The additional defendant objects to the motion to amend on the grounds that it is barred by the statute which limits the action to be brought within one year after the death and not thereafter. Act of April 26, 1855, P.L. 309 § 2.

There is a discrepancy between the complaint as originally filed and the amended complaint in that the original complaint avers that the death occurred October 3, 1961, and as already stated, the amended complaint asserts that the death occurred on October 31, 1961. Now this raises a question of fact which *208 must be proved by the plaintiff. However, it now appears that this may have been an error since the original complaint filed on October 24, 1961 would have been seven days before the death of the deceased as averred in the amended complaint, and we will assume that the death occurred October 3, 1961. Thus, under the law, October 3, 1962 was the last day in which a death action could have been brought. This takes into consideration the law that the first day of the period of limitations shall not be counted, and that the last day shall be counted. However, there is no objection against the averments contained in the original complaint, and no further discussion is necessary in that connection.
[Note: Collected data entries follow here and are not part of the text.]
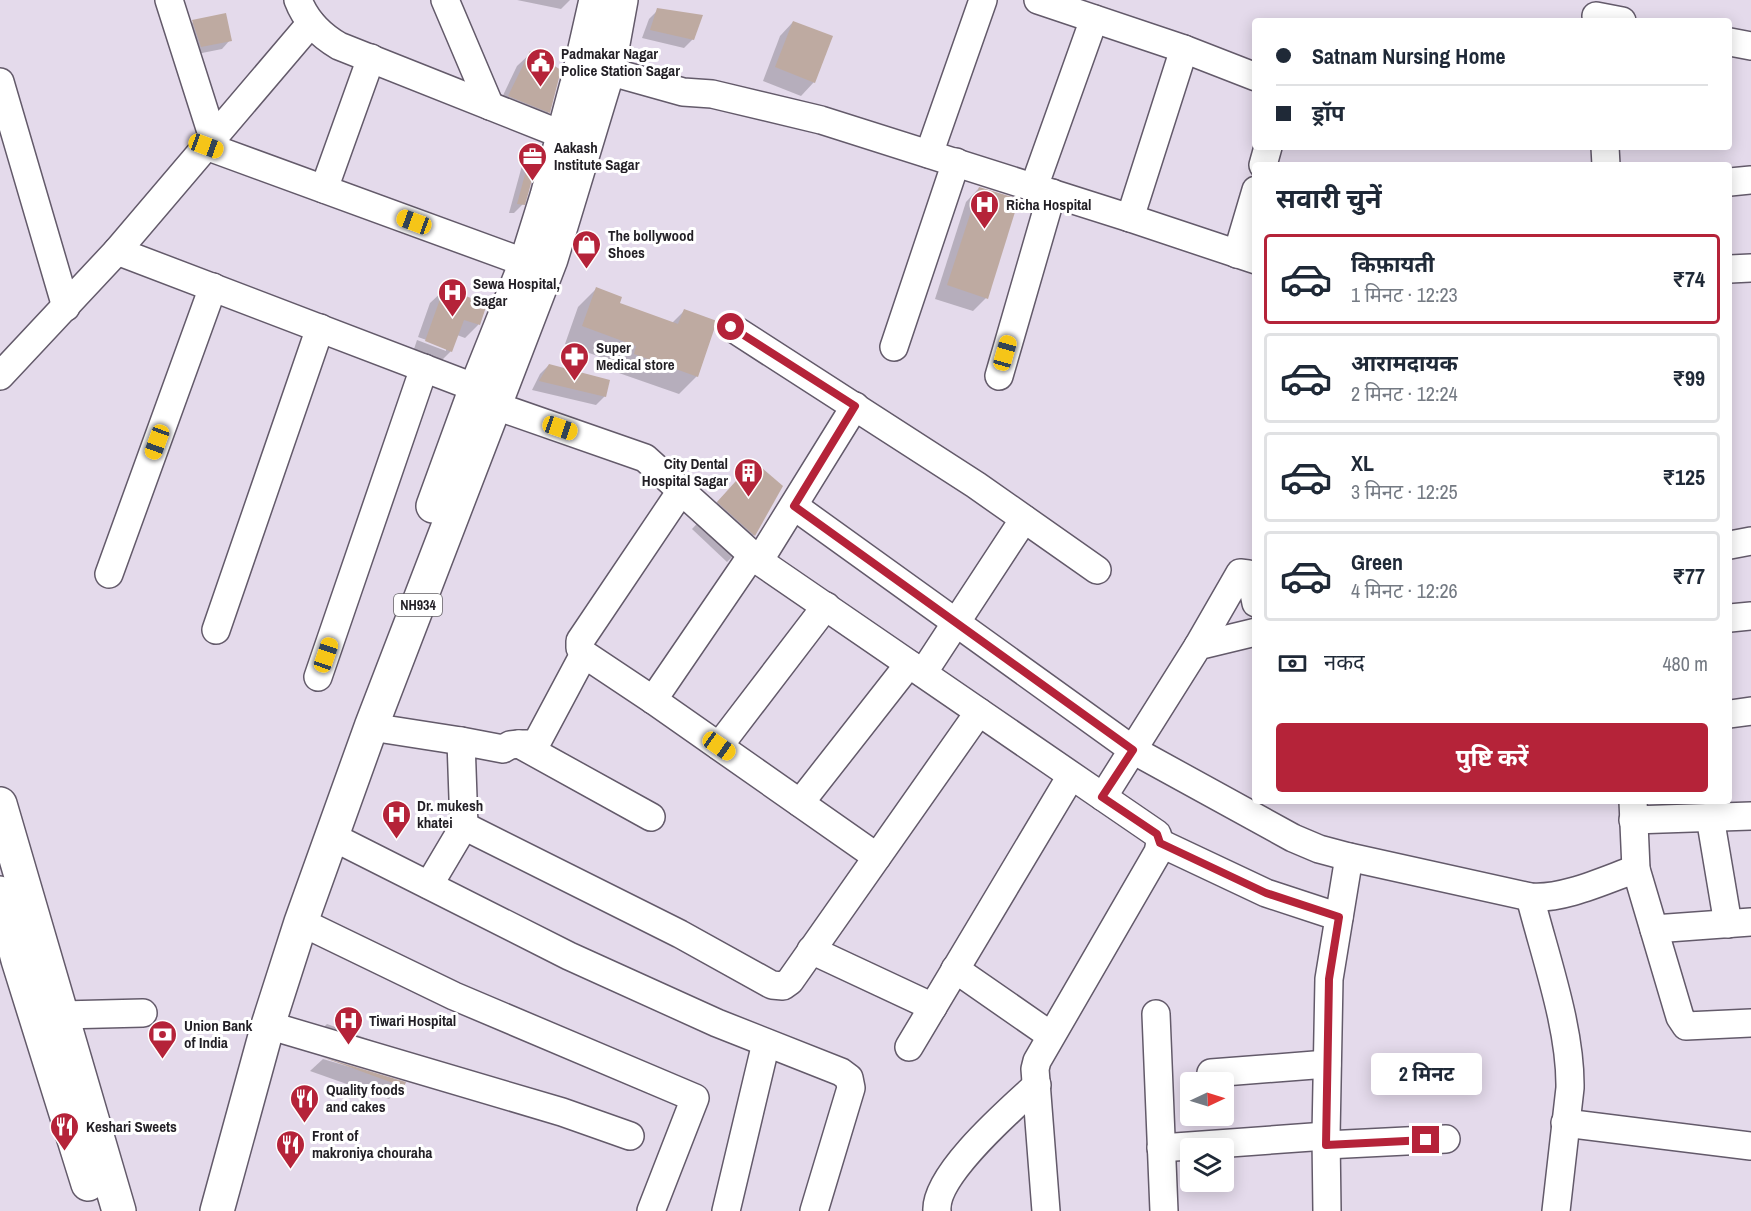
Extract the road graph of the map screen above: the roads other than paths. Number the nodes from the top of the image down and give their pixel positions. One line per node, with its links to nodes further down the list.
1 (169, 0): 20 (street)
2 (445, 0): 18 (street)
3 (596, 0): 19 (main road, NH934)
4 (621, 0): 15 (main road, NH934)
5 (983, 0): 21 (street)
6 (1038, 0): 10 (street)
7 (304, 11): 14 (street); 20 (street)
8 (1595, 12): 9 (street)
9 (1613, 18)
10 (1094, 19): 13 (street); 26 (street)
11 (1732, 42): 12 (street)
12 (1751, 46)
13 (1184, 49): 16 (street); 28 (street)
14 (371, 58): 18 (street); 25 (street)
15 (608, 71): 21 (street); 42 (main road, NH934)
16 (1252, 75)
17 (0, 82): 35 (street)
18 (490, 106): 19 (street)
19 (563, 135): 31 (main road, NH934)
20 (209, 142): 25 (street); 29 (street)
21 (929, 154): 22 (street)
22 (956, 162): 26 (street); 38 (street)
23 (1751, 180): 24 (street)
24 (1732, 182)
25 (324, 189): 31 (street)
26 (1043, 190): 28 (street); 41 (street)
27 (1252, 217): 30 (street)
28 (1130, 218): 30 (street)
29 (117, 251): 34 (street); 35 (street)
30 (1246, 257)
31 (526, 263): 42 (main road, NH934)
32 (1751, 268): 33 (street)
33 (1732, 269)
34 (213, 287): 37 (street); 51 (street)
35 (66, 307): 40 (street)
36 (731, 327): 43 (street)
37 (320, 328): 39 (street); 57 (street)
38 (894, 347)
39 (424, 368): 42 (street); 62 (street)
40 (0, 376)
41 (999, 376)
42 (486, 397): 44 (street); 67 (main road, NH934); 115 (main road, NH934)
43 (855, 406): 45 (street); 46 (street)
44 (681, 491): 49 (street); 60 (street)
45 (794, 506): 49 (street); 56 (street)
46 (1024, 519): 50 (street); 56 (street)
47 (1751, 541): 48 (street)
48 (1732, 545)
49 (755, 558): 53 (street); 63 (street)
50 (1097, 570)
51 (109, 574)
52 (1252, 583): 59 (street)
53 (826, 606): 61 (street); 70 (street)
54 (1751, 616): 55 (street)
55 (1732, 618)
56 (956, 622): 61 (street); 71 (street)
57 (216, 630)
58 (1252, 633): 59 (street)
59 (1198, 646): 71 (street)
60 (584, 654): 63 (street); 69 (street)
61 (916, 668): 65 (street); 74 (street)
62 (318, 677)
63 (653, 700): 70 (street)
64 (1751, 711): 66 (street)
65 (979, 712): 72 (street); 83 (street)
66 (1732, 714)
67 (371, 727): 68 (street); 81 (main road, NH934)
68 (461, 741): 69 (street); 80 (street)
69 (519, 744): 78 (street)
70 (719, 746): 74 (street)
71 (1133, 750): 73 (street); 84 (street)
72 (1071, 776): 73 (street); 94 (street)
73 (1102, 797): 82 (street)
74 (800, 803): 83 (street)
75 (0, 804): 98 (main road)
76 (1633, 811): 79 (street); 85 (street)
77 (1751, 816): 79 (street)
78 (651, 817)
79 (1710, 817): 91 (street)
80 (464, 826): 86 (street); 93 (street)
81 (333, 837): 86 (street); 90 (main road, NH934)
82 (1160, 843): 89 (street); 101 (street)
83 (877, 857): 93 (street)
84 (1349, 857): 87 (street); 89 (street)
85 (1636, 869): 87 (street); 92 (street)
86 (429, 885): 102 (street)
87 (1530, 897): 107 (street)
88 (2, 912): 113 (main road)
89 (1339, 917): 104 (street)
90 (301, 922): 100 (main road, NH934); 117 (street)
91 (1739, 923): 92 (street)
92 (1654, 929): 99 (street)
93 (811, 950): 95 (street)
94 (955, 969): 95 (street); 101 (street)
95 (933, 1007): 103 (street)
96 (143, 1013): 98 (street)
97 (1156, 1014): 112 (street)
98 (62, 1015): 114 (main road)
99 (1751, 1023)
100 (268, 1025): 108 (street); 116 (main road, NH934)
101 (1050, 1035): 106 (street)
102 (766, 1042): 118 (street); 119 (street)
103 (909, 1047)
104 (1327, 1064): 105 (street); 110 (street)
105 (1224, 1072)
106 (1036, 1085): 120 (street); 121 (street)
107 (1565, 1123): 111 (street); 124 (street)
108 (630, 1136)
109 (1446, 1139): 110 (street)
110 (1326, 1141): 112 (street); 123 (street)
111 (1751, 1146)
112 (1161, 1148): 122 (street)
113 (96, 1211)
114 (119, 1211)
115 (200, 1211)
116 (217, 1211)
117 (651, 1211)
118 (726, 1211)
119 (814, 1211)
120 (937, 1211)
121 (1046, 1211)
122 (1164, 1211)
123 (1327, 1211)
124 (1556, 1211)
Robinson v. Waterman S. S. Co., D.C., 7 F.R.D. 51 (1947) is controlling. There the plaintiff filed a motion to amend by adding an additional defendant. The defendant objected on the grounds that the Statute of Limitations barred such action. The cause of action arose on August 11, 1944. The original complaint was filed December 16, 1944, and the amended complaint was filed July 30, 1946. The motion was heard on August 5, 1946, and granted, but it was not entered on the record until September 6, 1946. District Judge Smith, now Judge in the Third Circuit Court of Appeals, held that the Statute of Limitations was not a bar, and that the action against the additional defendant was commenced on August 5, 1946, if not earlier. Judge Smith cited Rule 5(e) of the Federal Rules of Civil Procedure which defines the term "filing with the court" as follows:

 
"The filing of pleadings and other papers with the court as required by these rules shall be made by filing them with the clerk of the court, except that the judge may permit the papers to be filed with him, in which event he shall note thereon the filing date and forthwith transmit them to the office of the clerk." (Italics supplied.)

He further stated that the filing with the clerk on July 30, 1946, was the commencement of the new action: "it is our opinion that this (the filing on July 30, 1946) was actually the commencement of a new and independent action as against this defendant, for which leave of the court was not required."

The filing of the complaint, and not final court approval was sufficient to meet the requirements of Rule 3. Accordingly, this Court finds that the plaintiff's filing of the motion to amend on October 3, 1962 here was within the limitation of time allowed by law for bringing the amended party action.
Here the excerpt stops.